### [TASK DIRECTIONS]
Check each line of the data for the string "Mill". Report how many have it, and give nothing else.

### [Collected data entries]
━━━━━━━━━━━━━━━━━━━━━━━━━━━━━━

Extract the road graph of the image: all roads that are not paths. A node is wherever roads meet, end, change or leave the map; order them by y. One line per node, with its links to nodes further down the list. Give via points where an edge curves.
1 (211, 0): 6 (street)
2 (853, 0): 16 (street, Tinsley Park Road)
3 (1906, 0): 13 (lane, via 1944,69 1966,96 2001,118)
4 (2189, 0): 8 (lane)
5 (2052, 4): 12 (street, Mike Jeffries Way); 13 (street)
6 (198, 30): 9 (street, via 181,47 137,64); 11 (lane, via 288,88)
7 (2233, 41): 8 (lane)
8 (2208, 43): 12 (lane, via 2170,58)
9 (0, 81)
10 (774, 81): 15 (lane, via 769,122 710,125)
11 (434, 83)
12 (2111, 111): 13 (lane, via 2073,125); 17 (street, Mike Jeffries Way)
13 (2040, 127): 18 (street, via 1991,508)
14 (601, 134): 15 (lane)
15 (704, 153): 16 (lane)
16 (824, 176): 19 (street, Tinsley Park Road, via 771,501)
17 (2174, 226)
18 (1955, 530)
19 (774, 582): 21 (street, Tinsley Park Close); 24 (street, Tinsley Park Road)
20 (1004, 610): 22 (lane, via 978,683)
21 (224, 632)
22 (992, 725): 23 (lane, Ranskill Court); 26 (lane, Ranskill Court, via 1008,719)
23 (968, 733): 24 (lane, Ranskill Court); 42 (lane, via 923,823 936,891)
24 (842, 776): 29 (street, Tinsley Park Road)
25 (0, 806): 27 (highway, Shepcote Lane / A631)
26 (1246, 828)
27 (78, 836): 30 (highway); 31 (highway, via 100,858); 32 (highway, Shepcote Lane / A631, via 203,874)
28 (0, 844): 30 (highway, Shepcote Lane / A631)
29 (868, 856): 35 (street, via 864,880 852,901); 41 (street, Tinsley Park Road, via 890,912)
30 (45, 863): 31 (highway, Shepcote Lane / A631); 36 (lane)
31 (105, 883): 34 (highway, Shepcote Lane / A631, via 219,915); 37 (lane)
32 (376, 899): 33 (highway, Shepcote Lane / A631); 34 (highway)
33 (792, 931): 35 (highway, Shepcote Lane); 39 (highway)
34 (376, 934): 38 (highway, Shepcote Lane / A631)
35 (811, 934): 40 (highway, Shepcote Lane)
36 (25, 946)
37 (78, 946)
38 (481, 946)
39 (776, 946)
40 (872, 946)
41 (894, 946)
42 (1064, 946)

━━━━━━━━━━━━━━━━━━━━━━━━━━━━━━

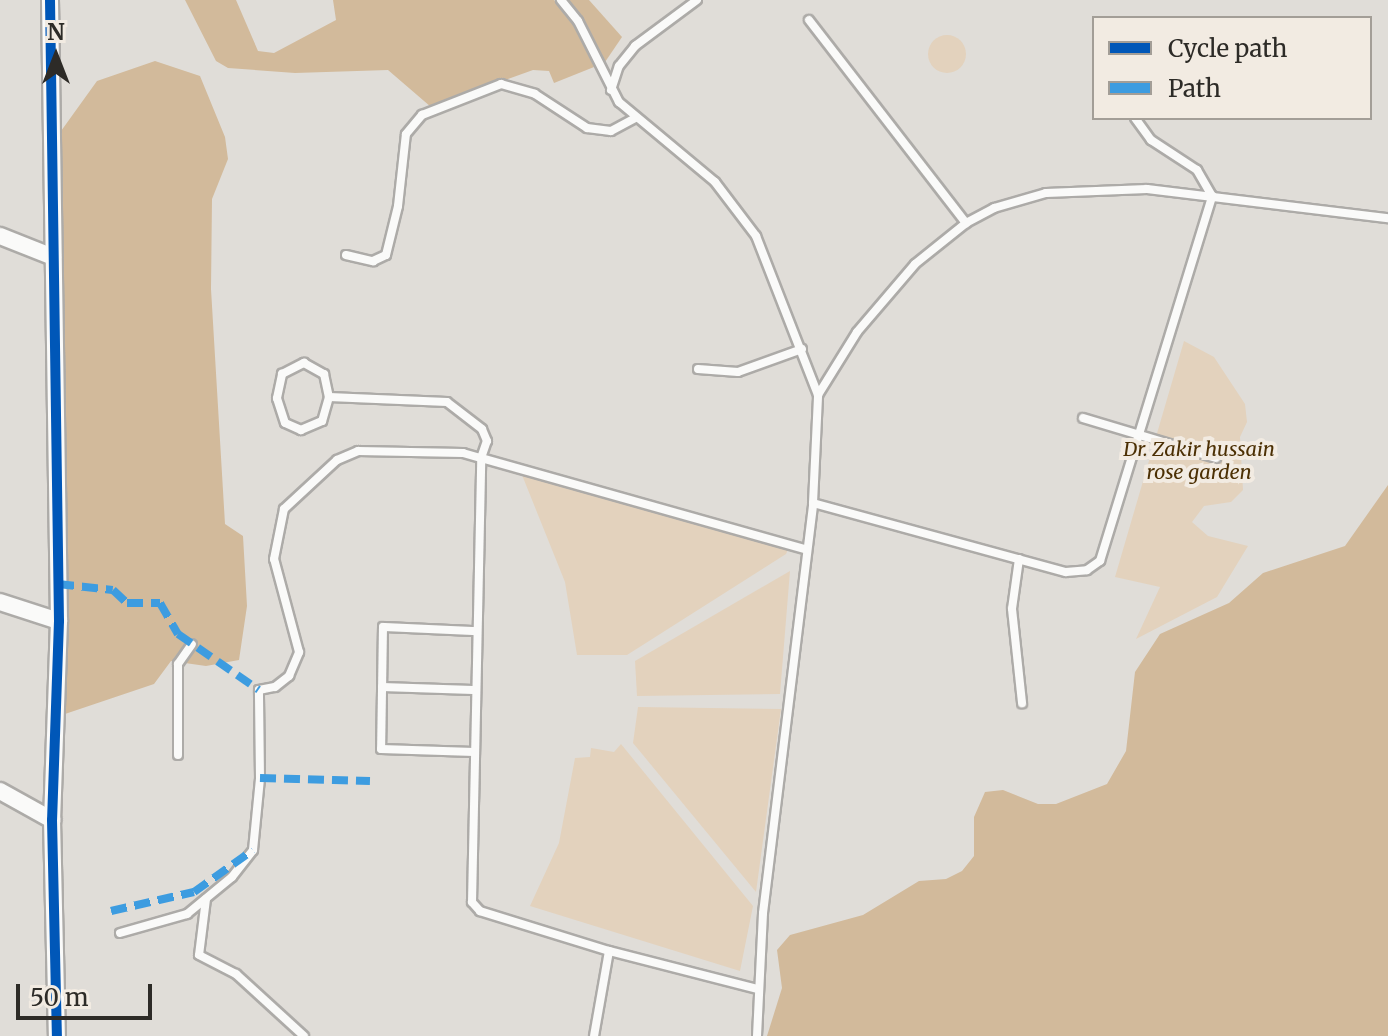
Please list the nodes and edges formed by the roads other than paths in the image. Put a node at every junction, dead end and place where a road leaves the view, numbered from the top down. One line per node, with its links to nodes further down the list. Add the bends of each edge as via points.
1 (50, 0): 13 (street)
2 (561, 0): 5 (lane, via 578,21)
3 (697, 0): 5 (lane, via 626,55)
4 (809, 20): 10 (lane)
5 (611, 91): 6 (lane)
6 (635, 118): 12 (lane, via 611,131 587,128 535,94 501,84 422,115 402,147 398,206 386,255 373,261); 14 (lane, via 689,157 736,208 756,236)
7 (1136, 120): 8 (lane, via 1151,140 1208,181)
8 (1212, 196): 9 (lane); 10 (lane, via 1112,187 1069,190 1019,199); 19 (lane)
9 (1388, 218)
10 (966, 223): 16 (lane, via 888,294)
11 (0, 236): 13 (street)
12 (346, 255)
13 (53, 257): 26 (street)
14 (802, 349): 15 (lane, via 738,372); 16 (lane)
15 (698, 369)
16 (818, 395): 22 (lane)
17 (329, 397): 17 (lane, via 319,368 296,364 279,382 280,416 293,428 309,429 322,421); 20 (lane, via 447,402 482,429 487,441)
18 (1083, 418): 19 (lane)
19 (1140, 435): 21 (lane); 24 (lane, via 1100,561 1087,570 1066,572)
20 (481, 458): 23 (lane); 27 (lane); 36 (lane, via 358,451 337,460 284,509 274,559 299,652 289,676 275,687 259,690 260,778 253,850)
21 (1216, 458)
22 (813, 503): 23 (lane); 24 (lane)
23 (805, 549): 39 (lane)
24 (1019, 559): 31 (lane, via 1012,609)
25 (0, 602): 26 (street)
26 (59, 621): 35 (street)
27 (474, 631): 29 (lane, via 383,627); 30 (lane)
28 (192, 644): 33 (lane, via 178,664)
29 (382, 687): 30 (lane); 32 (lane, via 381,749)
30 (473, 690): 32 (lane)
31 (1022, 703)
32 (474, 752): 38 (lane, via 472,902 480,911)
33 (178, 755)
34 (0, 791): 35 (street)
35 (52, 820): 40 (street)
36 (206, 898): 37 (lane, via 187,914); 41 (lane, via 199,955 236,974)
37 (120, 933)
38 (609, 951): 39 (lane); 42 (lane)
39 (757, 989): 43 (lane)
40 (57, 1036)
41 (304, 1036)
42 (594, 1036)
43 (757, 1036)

━━━━━━━━━━━━━━━━━━━━━━━━━━━━━━

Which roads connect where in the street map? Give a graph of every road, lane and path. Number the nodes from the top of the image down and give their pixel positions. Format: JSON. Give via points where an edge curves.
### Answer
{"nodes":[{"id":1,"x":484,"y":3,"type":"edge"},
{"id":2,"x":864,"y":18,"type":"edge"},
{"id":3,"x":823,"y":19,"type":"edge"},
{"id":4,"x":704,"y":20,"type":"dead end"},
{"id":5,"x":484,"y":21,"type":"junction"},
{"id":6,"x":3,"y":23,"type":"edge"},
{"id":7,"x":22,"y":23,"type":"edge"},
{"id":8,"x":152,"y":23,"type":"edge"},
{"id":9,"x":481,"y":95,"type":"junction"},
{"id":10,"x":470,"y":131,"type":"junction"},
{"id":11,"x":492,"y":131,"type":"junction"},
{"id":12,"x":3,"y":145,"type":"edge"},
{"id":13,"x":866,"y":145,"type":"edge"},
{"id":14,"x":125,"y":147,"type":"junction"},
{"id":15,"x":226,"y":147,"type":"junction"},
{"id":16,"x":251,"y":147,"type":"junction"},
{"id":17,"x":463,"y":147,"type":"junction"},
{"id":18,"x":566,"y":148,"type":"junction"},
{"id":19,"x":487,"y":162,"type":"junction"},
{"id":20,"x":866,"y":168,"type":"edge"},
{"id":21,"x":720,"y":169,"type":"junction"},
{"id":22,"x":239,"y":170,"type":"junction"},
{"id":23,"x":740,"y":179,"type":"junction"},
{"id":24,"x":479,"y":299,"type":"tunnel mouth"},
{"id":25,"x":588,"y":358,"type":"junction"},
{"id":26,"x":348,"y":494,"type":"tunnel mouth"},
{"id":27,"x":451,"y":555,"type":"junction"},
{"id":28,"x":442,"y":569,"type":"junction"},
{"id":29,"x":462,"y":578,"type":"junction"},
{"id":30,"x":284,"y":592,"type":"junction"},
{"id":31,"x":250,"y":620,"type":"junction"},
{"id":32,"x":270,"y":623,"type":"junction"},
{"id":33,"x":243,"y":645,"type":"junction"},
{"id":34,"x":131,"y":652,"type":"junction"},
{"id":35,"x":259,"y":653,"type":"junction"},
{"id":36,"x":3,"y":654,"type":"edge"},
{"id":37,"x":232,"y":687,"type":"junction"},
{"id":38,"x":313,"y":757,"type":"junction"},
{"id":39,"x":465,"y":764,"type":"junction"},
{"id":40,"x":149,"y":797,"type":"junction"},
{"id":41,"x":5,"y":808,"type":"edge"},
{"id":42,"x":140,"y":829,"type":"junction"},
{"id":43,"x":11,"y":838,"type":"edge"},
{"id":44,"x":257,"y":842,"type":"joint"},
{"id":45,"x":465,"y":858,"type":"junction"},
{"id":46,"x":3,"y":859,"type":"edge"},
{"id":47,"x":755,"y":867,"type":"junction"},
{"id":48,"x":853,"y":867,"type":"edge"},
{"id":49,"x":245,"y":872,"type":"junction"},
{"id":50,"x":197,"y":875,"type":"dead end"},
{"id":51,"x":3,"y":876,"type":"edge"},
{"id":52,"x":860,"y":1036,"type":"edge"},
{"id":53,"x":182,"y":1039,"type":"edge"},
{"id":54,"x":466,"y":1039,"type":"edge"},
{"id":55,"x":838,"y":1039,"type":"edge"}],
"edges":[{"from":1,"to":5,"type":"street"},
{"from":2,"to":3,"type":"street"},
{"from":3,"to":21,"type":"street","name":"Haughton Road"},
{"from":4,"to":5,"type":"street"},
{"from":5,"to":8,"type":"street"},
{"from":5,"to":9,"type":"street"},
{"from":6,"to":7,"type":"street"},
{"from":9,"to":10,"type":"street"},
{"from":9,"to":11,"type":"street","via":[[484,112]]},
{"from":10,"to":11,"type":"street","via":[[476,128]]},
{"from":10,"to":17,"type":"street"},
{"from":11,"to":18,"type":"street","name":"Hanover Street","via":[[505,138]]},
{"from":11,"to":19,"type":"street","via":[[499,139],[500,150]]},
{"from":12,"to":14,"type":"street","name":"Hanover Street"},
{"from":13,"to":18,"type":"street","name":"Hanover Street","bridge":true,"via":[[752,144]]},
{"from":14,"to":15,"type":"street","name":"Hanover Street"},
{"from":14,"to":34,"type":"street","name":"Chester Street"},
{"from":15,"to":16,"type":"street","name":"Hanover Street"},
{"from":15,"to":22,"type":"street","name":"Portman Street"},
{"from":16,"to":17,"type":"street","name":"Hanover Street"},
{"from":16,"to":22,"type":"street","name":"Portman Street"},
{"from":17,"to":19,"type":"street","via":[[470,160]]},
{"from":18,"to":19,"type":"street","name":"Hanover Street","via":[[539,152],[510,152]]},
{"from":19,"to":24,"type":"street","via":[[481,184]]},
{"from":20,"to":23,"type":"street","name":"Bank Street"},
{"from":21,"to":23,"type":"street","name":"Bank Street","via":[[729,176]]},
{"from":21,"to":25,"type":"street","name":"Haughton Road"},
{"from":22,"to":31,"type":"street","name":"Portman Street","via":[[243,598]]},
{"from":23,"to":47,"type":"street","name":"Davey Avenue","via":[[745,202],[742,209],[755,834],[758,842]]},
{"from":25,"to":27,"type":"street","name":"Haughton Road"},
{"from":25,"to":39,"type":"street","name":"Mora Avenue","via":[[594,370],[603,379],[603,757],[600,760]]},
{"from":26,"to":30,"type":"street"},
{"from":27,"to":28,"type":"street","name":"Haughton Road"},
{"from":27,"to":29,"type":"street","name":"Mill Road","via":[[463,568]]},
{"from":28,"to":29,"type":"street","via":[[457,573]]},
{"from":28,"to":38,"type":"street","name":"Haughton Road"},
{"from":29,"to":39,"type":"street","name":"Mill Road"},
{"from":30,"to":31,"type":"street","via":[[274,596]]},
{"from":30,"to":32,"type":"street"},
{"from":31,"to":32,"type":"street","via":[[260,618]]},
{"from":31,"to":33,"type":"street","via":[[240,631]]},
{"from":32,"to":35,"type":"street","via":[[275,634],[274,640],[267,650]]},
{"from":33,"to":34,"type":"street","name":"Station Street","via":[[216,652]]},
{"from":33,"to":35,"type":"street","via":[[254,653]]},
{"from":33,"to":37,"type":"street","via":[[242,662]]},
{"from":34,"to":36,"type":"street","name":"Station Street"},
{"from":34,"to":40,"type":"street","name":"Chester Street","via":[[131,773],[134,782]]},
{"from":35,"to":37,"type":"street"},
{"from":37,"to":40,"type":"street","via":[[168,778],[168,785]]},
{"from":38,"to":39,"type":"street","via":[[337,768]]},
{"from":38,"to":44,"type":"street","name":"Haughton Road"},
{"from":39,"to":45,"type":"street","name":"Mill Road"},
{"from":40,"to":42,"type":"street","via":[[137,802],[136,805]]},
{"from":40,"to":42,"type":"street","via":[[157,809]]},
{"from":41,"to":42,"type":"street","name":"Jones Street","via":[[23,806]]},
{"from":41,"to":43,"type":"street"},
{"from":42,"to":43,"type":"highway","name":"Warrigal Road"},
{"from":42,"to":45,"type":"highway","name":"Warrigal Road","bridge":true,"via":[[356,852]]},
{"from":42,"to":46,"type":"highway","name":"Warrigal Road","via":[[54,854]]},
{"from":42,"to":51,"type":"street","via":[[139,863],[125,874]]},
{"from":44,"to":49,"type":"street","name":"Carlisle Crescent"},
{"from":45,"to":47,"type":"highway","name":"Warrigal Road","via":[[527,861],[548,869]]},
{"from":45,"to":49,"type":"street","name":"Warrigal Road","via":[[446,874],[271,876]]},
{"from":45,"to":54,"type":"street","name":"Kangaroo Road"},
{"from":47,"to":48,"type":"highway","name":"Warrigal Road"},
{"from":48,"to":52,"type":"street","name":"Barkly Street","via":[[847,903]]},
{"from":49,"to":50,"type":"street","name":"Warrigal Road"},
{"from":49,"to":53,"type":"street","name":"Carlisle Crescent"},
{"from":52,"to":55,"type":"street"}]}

━━━━━━━━━━━━━━━━━━━━━━━━━━━━━━

### [ANSWER BELOW]
3